_Exercise goal_:
Below are records; copy exactly the line containing "20v-9h11M14 6l5 5-5" and every line after it, through the last.

_Data supplied_:
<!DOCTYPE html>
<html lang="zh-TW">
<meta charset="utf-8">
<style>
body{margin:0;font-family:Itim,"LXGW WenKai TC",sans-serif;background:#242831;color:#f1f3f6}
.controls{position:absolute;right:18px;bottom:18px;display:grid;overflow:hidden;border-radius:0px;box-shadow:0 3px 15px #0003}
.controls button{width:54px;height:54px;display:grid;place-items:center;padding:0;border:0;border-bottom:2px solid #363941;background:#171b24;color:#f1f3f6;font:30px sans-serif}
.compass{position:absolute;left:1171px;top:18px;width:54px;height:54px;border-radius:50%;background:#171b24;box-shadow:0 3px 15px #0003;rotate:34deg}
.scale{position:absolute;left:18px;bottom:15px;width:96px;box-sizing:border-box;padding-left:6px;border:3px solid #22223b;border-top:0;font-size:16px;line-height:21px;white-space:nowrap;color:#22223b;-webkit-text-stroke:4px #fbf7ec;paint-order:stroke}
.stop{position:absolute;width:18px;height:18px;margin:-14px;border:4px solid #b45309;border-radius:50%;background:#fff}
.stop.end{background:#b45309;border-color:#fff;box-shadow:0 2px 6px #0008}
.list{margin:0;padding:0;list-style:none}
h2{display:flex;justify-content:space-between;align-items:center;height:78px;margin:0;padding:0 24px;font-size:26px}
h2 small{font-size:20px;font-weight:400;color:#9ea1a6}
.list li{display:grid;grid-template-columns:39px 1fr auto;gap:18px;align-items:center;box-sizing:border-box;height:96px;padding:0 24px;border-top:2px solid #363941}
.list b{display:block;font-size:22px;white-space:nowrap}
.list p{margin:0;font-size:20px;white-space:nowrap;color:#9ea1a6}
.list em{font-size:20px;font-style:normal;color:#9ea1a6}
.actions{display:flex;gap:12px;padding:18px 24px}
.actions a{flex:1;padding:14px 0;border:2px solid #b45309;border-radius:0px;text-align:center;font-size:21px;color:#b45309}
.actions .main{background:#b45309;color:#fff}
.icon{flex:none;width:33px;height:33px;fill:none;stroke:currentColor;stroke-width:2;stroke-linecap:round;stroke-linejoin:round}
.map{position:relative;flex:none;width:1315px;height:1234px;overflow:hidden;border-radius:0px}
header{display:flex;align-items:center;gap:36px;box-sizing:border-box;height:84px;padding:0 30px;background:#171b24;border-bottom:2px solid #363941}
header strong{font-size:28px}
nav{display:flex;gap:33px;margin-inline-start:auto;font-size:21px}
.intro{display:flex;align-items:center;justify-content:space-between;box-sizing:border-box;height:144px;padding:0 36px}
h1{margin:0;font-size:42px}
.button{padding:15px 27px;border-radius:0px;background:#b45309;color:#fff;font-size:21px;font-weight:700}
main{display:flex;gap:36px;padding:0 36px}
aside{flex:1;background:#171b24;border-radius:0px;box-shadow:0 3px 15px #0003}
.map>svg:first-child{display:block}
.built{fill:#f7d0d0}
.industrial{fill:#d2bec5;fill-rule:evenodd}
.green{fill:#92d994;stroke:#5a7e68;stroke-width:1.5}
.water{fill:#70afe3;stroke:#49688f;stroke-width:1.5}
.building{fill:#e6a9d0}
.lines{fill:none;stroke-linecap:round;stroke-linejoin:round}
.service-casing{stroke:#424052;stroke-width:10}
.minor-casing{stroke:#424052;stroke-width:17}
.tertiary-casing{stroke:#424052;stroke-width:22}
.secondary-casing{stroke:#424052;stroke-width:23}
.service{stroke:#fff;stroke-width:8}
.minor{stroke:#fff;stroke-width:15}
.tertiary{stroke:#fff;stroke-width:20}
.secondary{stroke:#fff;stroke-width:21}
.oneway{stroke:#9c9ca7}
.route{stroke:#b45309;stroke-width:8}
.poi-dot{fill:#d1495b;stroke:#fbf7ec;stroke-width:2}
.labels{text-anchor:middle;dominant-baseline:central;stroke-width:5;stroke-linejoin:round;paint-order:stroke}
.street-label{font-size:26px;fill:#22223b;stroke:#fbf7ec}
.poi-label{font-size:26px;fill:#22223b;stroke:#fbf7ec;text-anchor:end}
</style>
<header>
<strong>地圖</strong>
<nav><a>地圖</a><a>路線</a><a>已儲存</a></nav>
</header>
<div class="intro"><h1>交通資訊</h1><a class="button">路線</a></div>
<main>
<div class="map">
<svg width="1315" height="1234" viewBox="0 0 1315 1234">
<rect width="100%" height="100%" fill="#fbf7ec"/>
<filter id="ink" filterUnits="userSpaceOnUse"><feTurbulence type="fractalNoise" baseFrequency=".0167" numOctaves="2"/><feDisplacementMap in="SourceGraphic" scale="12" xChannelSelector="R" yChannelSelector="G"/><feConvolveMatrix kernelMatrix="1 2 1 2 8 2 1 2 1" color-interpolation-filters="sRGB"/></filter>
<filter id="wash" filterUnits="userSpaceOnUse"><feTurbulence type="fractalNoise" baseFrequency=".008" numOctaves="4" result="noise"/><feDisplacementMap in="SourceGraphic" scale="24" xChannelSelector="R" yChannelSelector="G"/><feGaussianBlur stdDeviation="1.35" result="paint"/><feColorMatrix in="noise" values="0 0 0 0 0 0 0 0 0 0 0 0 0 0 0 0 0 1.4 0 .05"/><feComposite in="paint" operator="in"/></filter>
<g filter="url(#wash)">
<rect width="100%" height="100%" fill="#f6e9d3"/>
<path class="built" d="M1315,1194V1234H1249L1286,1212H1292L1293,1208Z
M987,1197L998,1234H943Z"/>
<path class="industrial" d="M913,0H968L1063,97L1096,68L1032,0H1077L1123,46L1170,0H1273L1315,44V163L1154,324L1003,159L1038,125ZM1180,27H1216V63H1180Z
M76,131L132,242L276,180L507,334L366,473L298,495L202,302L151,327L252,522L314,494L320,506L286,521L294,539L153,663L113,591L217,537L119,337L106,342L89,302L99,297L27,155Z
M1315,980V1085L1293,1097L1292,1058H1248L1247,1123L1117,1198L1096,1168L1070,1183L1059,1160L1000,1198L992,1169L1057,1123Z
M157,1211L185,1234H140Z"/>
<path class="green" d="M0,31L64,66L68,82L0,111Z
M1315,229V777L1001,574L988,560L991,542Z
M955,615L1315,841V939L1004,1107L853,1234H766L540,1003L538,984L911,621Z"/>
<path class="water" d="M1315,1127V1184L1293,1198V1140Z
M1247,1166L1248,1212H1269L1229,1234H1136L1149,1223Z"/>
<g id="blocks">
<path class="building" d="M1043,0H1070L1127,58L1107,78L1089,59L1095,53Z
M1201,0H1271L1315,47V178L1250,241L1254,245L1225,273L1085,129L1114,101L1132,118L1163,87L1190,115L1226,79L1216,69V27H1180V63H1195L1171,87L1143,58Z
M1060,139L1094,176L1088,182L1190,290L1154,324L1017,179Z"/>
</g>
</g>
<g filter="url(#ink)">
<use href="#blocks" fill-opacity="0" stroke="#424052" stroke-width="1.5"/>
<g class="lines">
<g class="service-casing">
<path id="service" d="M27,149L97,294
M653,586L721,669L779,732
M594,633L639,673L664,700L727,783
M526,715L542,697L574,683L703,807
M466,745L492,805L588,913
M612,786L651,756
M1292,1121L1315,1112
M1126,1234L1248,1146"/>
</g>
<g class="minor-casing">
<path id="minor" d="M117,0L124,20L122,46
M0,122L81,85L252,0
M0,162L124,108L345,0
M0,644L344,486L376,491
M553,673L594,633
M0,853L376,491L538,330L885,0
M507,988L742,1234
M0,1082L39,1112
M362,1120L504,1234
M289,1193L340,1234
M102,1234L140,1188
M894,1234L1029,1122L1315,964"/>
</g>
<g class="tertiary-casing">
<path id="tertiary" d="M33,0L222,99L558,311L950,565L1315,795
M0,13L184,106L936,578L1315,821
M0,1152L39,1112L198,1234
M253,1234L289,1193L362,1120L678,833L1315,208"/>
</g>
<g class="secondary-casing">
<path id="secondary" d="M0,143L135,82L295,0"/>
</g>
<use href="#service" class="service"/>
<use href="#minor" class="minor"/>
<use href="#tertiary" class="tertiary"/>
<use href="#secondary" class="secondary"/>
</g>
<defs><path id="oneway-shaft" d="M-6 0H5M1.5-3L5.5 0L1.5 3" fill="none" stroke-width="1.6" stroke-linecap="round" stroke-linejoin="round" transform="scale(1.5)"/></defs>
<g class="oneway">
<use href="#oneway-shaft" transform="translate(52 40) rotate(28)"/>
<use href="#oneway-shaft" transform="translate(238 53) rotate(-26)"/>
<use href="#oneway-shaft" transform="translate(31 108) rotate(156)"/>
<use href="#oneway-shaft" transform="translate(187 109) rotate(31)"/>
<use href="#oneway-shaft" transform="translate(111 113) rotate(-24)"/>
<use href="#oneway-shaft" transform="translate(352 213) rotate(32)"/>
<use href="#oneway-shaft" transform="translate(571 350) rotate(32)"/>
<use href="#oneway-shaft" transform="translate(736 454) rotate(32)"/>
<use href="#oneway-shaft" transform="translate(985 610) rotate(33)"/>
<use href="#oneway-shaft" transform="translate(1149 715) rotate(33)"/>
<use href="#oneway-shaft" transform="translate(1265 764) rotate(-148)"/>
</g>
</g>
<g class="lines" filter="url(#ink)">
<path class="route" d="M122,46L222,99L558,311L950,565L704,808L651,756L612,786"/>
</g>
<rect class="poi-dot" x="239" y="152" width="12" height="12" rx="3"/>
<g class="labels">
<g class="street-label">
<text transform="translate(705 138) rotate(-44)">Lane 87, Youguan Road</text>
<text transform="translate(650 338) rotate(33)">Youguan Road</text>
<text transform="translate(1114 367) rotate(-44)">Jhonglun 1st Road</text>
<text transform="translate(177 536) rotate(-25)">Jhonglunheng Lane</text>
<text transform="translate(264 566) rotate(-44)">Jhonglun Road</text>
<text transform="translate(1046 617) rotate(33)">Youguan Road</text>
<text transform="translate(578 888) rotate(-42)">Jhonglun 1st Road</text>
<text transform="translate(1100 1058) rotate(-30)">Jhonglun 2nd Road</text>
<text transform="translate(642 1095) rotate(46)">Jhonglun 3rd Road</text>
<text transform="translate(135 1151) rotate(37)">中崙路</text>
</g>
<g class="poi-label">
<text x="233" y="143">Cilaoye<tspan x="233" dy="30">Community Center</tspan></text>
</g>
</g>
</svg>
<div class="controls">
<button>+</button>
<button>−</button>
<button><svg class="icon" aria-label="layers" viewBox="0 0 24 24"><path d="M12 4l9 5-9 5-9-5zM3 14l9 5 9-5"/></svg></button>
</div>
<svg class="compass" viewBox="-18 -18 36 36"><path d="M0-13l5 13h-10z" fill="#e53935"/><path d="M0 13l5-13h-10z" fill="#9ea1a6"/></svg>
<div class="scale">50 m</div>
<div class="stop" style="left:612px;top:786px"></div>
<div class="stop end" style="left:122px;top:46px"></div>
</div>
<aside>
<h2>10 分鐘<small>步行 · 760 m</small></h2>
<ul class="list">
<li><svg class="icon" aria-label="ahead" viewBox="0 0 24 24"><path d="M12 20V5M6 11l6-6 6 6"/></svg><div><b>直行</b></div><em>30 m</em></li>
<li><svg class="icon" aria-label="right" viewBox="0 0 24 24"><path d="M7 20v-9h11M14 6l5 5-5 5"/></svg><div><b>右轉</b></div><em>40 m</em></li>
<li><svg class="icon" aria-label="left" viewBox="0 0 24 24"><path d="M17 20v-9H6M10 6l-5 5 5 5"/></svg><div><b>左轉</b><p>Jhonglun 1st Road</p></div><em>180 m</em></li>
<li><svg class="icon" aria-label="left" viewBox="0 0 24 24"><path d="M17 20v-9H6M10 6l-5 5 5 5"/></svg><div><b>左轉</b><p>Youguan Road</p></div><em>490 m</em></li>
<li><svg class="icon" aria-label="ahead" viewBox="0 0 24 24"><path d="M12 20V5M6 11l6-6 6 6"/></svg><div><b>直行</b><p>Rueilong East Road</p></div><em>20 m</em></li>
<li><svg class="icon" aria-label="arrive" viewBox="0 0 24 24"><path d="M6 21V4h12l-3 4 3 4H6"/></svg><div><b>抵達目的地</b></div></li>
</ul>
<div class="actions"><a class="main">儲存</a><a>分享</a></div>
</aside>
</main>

_Response to this exercise_:
<li><svg class="icon" aria-label="right" viewBox="0 0 24 24"><path d="M7 20v-9h11M14 6l5 5-5 5"/></svg><div><b>右轉</b></div><em>40 m</em></li>
<li><svg class="icon" aria-label="left" viewBox="0 0 24 24"><path d="M17 20v-9H6M10 6l-5 5 5 5"/></svg><div><b>左轉</b><p>Jhonglun 1st Road</p></div><em>180 m</em></li>
<li><svg class="icon" aria-label="left" viewBox="0 0 24 24"><path d="M17 20v-9H6M10 6l-5 5 5 5"/></svg><div><b>左轉</b><p>Youguan Road</p></div><em>490 m</em></li>
<li><svg class="icon" aria-label="ahead" viewBox="0 0 24 24"><path d="M12 20V5M6 11l6-6 6 6"/></svg><div><b>直行</b><p>Rueilong East Road</p></div><em>20 m</em></li>
<li><svg class="icon" aria-label="arrive" viewBox="0 0 24 24"><path d="M6 21V4h12l-3 4 3 4H6"/></svg><div><b>抵達目的地</b></div></li>
</ul>
<div class="actions"><a class="main">儲存</a><a>分享</a></div>
</aside>
</main>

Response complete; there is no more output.